He played drums and then organ in a band called Ad Hoc Rock that in 1981 featured Nigel Rollings on bass, Bill Buchen on amplified percussion, Mark Abbott on "synthabbott", and at times also included bassist Bill Laswell and vocalist Shelley Hirsch.
In 1983 he launched a radio program devoted to avantgarde music.
Garland played keyboards, guitar, bass, accordion, synthabbott, flutes, bowed psaltery, ocarina, percussion and found objects on Control Songs (1986), fronting a stellar line-up with Guy Klucevsek on accordion, John Zorn on alto sax, Christian Marclay on turntables, Clive Smith on trumpet and Mark Abbott on bass.
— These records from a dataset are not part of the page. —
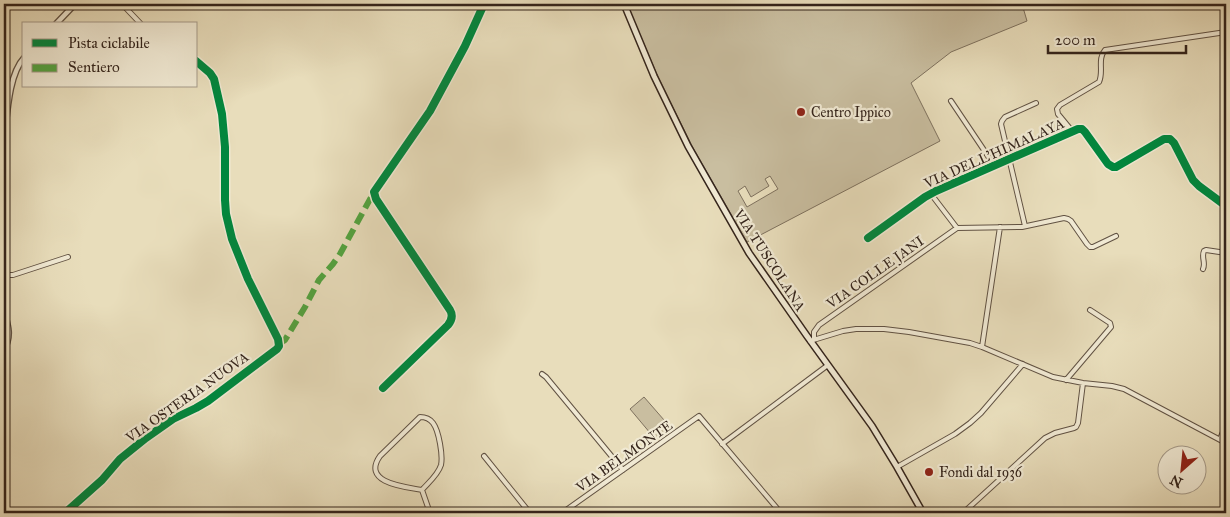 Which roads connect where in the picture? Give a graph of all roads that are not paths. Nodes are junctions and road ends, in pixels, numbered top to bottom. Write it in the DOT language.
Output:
graph roads {
  1 [pos="75,4"];
  2 [pos="122,4"];
  3 [pos="484,4"];
  4 [pos="624,4"];
  5 [pos="58,22"];
  6 [pos="139,22"];
  7 [pos="1226,32"];
  8 [pos="22,60"];
  9 [pos="198,63"];
  10 [pos="951,101"];
  11 [pos="1036,103"];
  12 [pos="1072,131"];
  13 [pos="4,142"];
  14 [pos="1009,159"];
  15 [pos="994,165"];
  16 [pos="931,194"];
  17 [pos="1226,206"];
  18 [pos="1025,226"];
  19 [pos="1000,227"];
  20 [pos="958,228"];
  21 [pos="1116,236"];
  22 [pos="868,238"];
  23 [pos="1226,254"];
  24 [pos="68,257"];
  25 [pos="1203,269"];
  26 [pos="4,273"];
  27 [pos="1090,310"];
  28 [pos="4,311"];
  29 [pos="812,340"];
  30 [pos="982,347"];
  31 [pos="4,350"];
  32 [pos="1023,364"];
  33 [pos="828,365"];
  34 [pos="542,374"];
  35 [pos="1066,380"];
  36 [pos="1083,383"];
  37 [pos="384,388"];
  38 [pos="1226,425"];
  39 [pos="1220,439"];
  40 [pos="1226,443"];
  41 [pos="722,444"];
  42 [pos="484,456"];
  43 [pos="897,467"];
  44 [pos="623,470"];
  45 [pos="422,490"];
  46 [pos="65,513"];
  47 [pos="430,513"];
  48 [pos="530,513"];
  49 [pos="562,513"];
  50 [pos="781,513"];
  51 [pos="923,513"];
  52 [pos="963,513"];
  1 -- 5 [label="street"];
  2 -- 6 [label="street"];
  3 -- 37 [label="street"];
  4 -- 29 [label="main road, VIA TUSCOLANA"];
  7 -- 12 [label="street"];
  8 -- 13 [label="street"];
  9 -- 46 [label="street, VIA OSTERIA NUOVA"];
  10 -- 15 [label="street"];
  11 -- 14 [label="street"];
  12 -- 14 [label="street, VIA DELL'HIMALAYA"];
  12 -- 17 [label="street, VIA DELL'HIMALAYA"];
  14 -- 15 [label="street, VIA DELL'HIMALAYA"];
  14 -- 18 [label="street"];
  15 -- 16 [label="street, VIA DELL'HIMALAYA"];
  16 -- 20 [label="street"];
  16 -- 22 [label="street, VIA DELL'HIMALAYA"];
  18 -- 19 [label="street"];
  18 -- 21 [label="street"];
  19 -- 20 [label="street"];
  19 -- 30 [label="street"];
  20 -- 29 [label="street, VIA COLLE JANI"];
  23 -- 25 [label="street"];
  24 -- 26 [label="street"];
  27 -- 35 [label="street"];
  28 -- 31 [label="street"];
  29 -- 30 [label="street"];
  29 -- 33 [label="main road, VIA TUSCOLANA"];
  30 -- 32 [label="street"];
  32 -- 35 [label="street"];
  32 -- 43 [label="street"];
  33 -- 41 [label="street"];
  33 -- 43 [label="main road, VIA TUSCOLANA"];
  34 -- 44 [label="street"];
  35 -- 36 [label="street"];
  36 -- 39 [label="street"];
  36 -- 52 [label="street"];
  38 -- 39 [label="street"];
  39 -- 40 [label="street"];
  41 -- 44 [label="street, VIA BELMONTE"];
  41 -- 50 [label="street"];
  42 -- 48 [label="street"];
  43 -- 51 [label="main road, VIA TUSCOLANA"];
  44 -- 49 [label="street, VIA BELMONTE"];
  45 -- 45 [label="street"];
  45 -- 47 [label="street"];
} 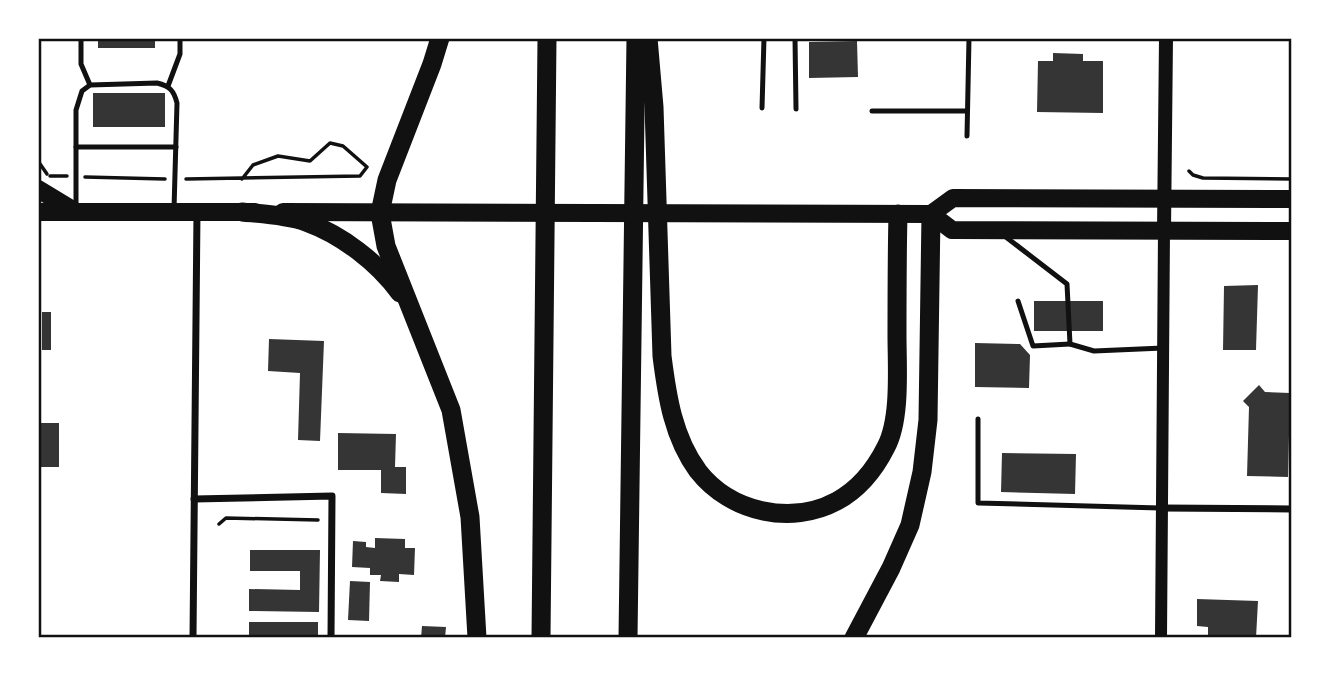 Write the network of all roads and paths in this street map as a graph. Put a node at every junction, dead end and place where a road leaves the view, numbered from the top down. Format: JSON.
{"nodes":[{"id":1,"x":80,"y":38,"type":"edge"},
{"id":2,"x":180,"y":38,"type":"edge"},
{"id":3,"x":440,"y":38,"type":"edge"},
{"id":4,"x":547,"y":38,"type":"edge"},
{"id":5,"x":636,"y":38,"type":"edge"},
{"id":6,"x":648,"y":38,"type":"edge"},
{"id":7,"x":764,"y":38,"type":"edge"},
{"id":8,"x":795,"y":38,"type":"edge"},
{"id":9,"x":969,"y":38,"type":"edge"},
{"id":10,"x":1166,"y":38,"type":"edge"},
{"id":11,"x":90,"y":85,"type":"junction"},
{"id":12,"x":168,"y":86,"type":"junction"},
{"id":13,"x":762,"y":108,"type":"dead end"},
{"id":14,"x":796,"y":109,"type":"dead end"},
{"id":15,"x":872,"y":111,"type":"dead end"},
{"id":16,"x":967,"y":111,"type":"junction"},
{"id":17,"x":967,"y":136,"type":"dead end"},
{"id":18,"x":76,"y":146,"type":"junction"},
{"id":19,"x":176,"y":147,"type":"junction"},
{"id":20,"x":1189,"y":171,"type":"dead end"},
{"id":21,"x":76,"y":176,"type":"junction"},
{"id":22,"x":175,"y":179,"type":"junction"},
{"id":23,"x":242,"y":179,"type":"junction"},
{"id":24,"x":1292,"y":179,"type":"edge"},
{"id":25,"x":43,"y":182,"type":"edge"},
{"id":26,"x":1164,"y":199,"type":"junction"},
{"id":27,"x":1292,"y":199,"type":"edge"},
{"id":28,"x":38,"y":212,"type":"edge"},
{"id":29,"x":76,"y":212,"type":"junction"},
{"id":30,"x":174,"y":212,"type":"junction"},
{"id":31,"x":197,"y":212,"type":"junction"},
{"id":32,"x":242,"y":212,"type":"junction"},
{"id":33,"x":380,"y":213,"type":"junction"},
{"id":34,"x":898,"y":214,"type":"junction"},
{"id":35,"x":930,"y":214,"type":"junction"},
{"id":36,"x":997,"y":230,"type":"junction"},
{"id":37,"x":1164,"y":231,"type":"junction"},
{"id":38,"x":1292,"y":231,"type":"edge"},
{"id":39,"x":1018,"y":301,"type":"dead end"},
{"id":40,"x":412,"y":310,"type":"junction"},
{"id":41,"x":1070,"y":344,"type":"junction"},
{"id":42,"x":1164,"y":348,"type":"junction"},
{"id":43,"x":978,"y":419,"type":"dead end"},
{"id":44,"x":194,"y":499,"type":"junction"},
{"id":45,"x":1162,"y":508,"type":"junction"},
{"id":46,"x":1292,"y":509,"type":"edge"},
{"id":47,"x":317,"y":520,"type":"dead end"},
{"id":48,"x":219,"y":524,"type":"dead end"},
{"id":49,"x":192,"y":638,"type":"edge"},
{"id":50,"x":331,"y":638,"type":"edge"},
{"id":51,"x":477,"y":638,"type":"edge"},
{"id":52,"x":541,"y":638,"type":"edge"},
{"id":53,"x":628,"y":638,"type":"edge"},
{"id":54,"x":854,"y":638,"type":"edge"},
{"id":55,"x":1161,"y":638,"type":"edge"}],
"edges":[{"from":1,"to":11,"type":"lane"},
{"from":2,"to":12,"type":"lane"},
{"from":3,"to":33,"type":"highway"},
{"from":4,"to":52,"type":"highway"},
{"from":5,"to":53,"type":"highway"},
{"from":6,"to":34,"type":"highway"},
{"from":7,"to":13,"type":"lane"},
{"from":8,"to":14,"type":"lane"},
{"from":9,"to":16,"type":"lane"},
{"from":10,"to":26,"type":"main road"},
{"from":11,"to":12,"type":"lane"},
{"from":11,"to":18,"type":"lane"},
{"from":12,"to":19,"type":"lane"},
{"from":15,"to":16,"type":"lane"},
{"from":16,"to":17,"type":"lane"},
{"from":18,"to":19,"type":"lane"},
{"from":18,"to":21,"type":"lane"},
{"from":19,"to":22,"type":"lane"},
{"from":20,"to":24,"type":"path"},
{"from":21,"to":22,"type":"path"},
{"from":21,"to":25,"type":"path"},
{"from":21,"to":29,"type":"lane"},
{"from":22,"to":23,"type":"path"},
{"from":22,"to":30,"type":"lane"},
{"from":23,"to":23,"type":"path"},
{"from":25,"to":29,"type":"main road"},
{"from":26,"to":27,"type":"main road"},
{"from":26,"to":35,"type":"main road"},
{"from":26,"to":37,"type":"main road"},
{"from":28,"to":29,"type":"main road"},
{"from":29,"to":30,"type":"main road"},
{"from":30,"to":31,"type":"main road"},
{"from":31,"to":32,"type":"main road"},
{"from":31,"to":44,"type":"street"},
{"from":32,"to":33,"type":"main road"},
{"from":32,"to":40,"type":"highway"},
{"from":33,"to":34,"type":"main road"},
{"from":33,"to":40,"type":"highway"},
{"from":34,"to":35,"type":"main road"},
{"from":35,"to":36,"type":"main road"},
{"from":35,"to":54,"type":"highway"},
{"from":36,"to":37,"type":"main road"},
{"from":36,"to":41,"type":"lane"},
{"from":37,"to":38,"type":"main road"},
{"from":37,"to":42,"type":"street"},
{"from":39,"to":41,"type":"lane"},
{"from":40,"to":51,"type":"highway"},
{"from":41,"to":42,"type":"lane"},
{"from":42,"to":45,"type":"street"},
{"from":43,"to":45,"type":"lane"},
{"from":44,"to":49,"type":"street"},
{"from":44,"to":50,"type":"street"},
{"from":45,"to":46,"type":"street"},
{"from":45,"to":55,"type":"street"},
{"from":47,"to":48,"type":"path"}]}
His cerebral prog-rock style yields post-pop tunes like I Am with You,
dadaistic noisy lieder like I Am an I-Beam Girder, the
videogame-inspired dance music of Clocks,
and especially the cartoonish jazztronica sound collage On Planet X.
The Worlds of Love (1989), instead, was an avantgarde take on the naive romantic elegies of Francoise Hardy from the early 1960s. Cinnie Cole was the dreamy vocalist (also on banjo and synthesizer) imitating Hardy in tender lullabies like You Belong to Me and One of Two Garland played synthesizer, accordion, bass guitar, flutes, melodica, theremin, toy piano, "vibrolute" and percussion. Garland sings the theatrical Lonely Boy and especially the chaotic Could It Be You. Another future star of the New York avantgarde, Ikue Mori, contributed noises from vocals, drum machines, computer and percussion.
I Guess I Just Wasn’t Made for These Times (1993) was a tribute to
Brian Wilson of the Beach Boys, another
electro-acoustic work that again featured
Ikue Mori and Cinnie Cole, besides a string quartet and other musicians.
He resumed his series of "control songs" on Togetherness (1999), on which he played keyboards, guitars, bass, accordion, vibraphone, flute, theremin, bowed saw, rebec, whistling, ocarina, percussion, and was flanked by Guy Klucevsek on accordion, John Zorn on alto sax, Kate Light on violin, Bobby Previte on drums, Jim Staley on trombones, Brian Dewan on electric zither, Mark Dresser on double bass, and Carl Parens on cello.
The album runs the gamut from songs that are mere abstractions to deviant ditties like Blame, and The Best of Both Worlds could be a lost Frank Sinatra song from the 1950s.
There seems to be no center of mass.
More "control songs" appeared on My Vortex Camera (2000), a humbler work that "only" features electric zither, autoharp, koto, accordion, theremin, flute, psaltery, recorder, toy piano, guitar and bass. The songs are generally more
traditional, some of them
(My Vortex Camera, My Tiny Life)
recalling neoclassical lieder despite the folkish instrumentation.
The main accompaniment on On the Other Side of the Window (2003) is provided by Karen Mantler on harmonica, Meredith Yayanos on violin, Ron Horton on trumpet and flugelhorn, while Garland plays guitar, bass, piano, vibraphone, flutes, harmonica, synth, accordion, bowed psaltery, percussion and found objects. This time the sound is folkish, and the songs tend to unwind slowly, especially On the Other Side of the Window and How To.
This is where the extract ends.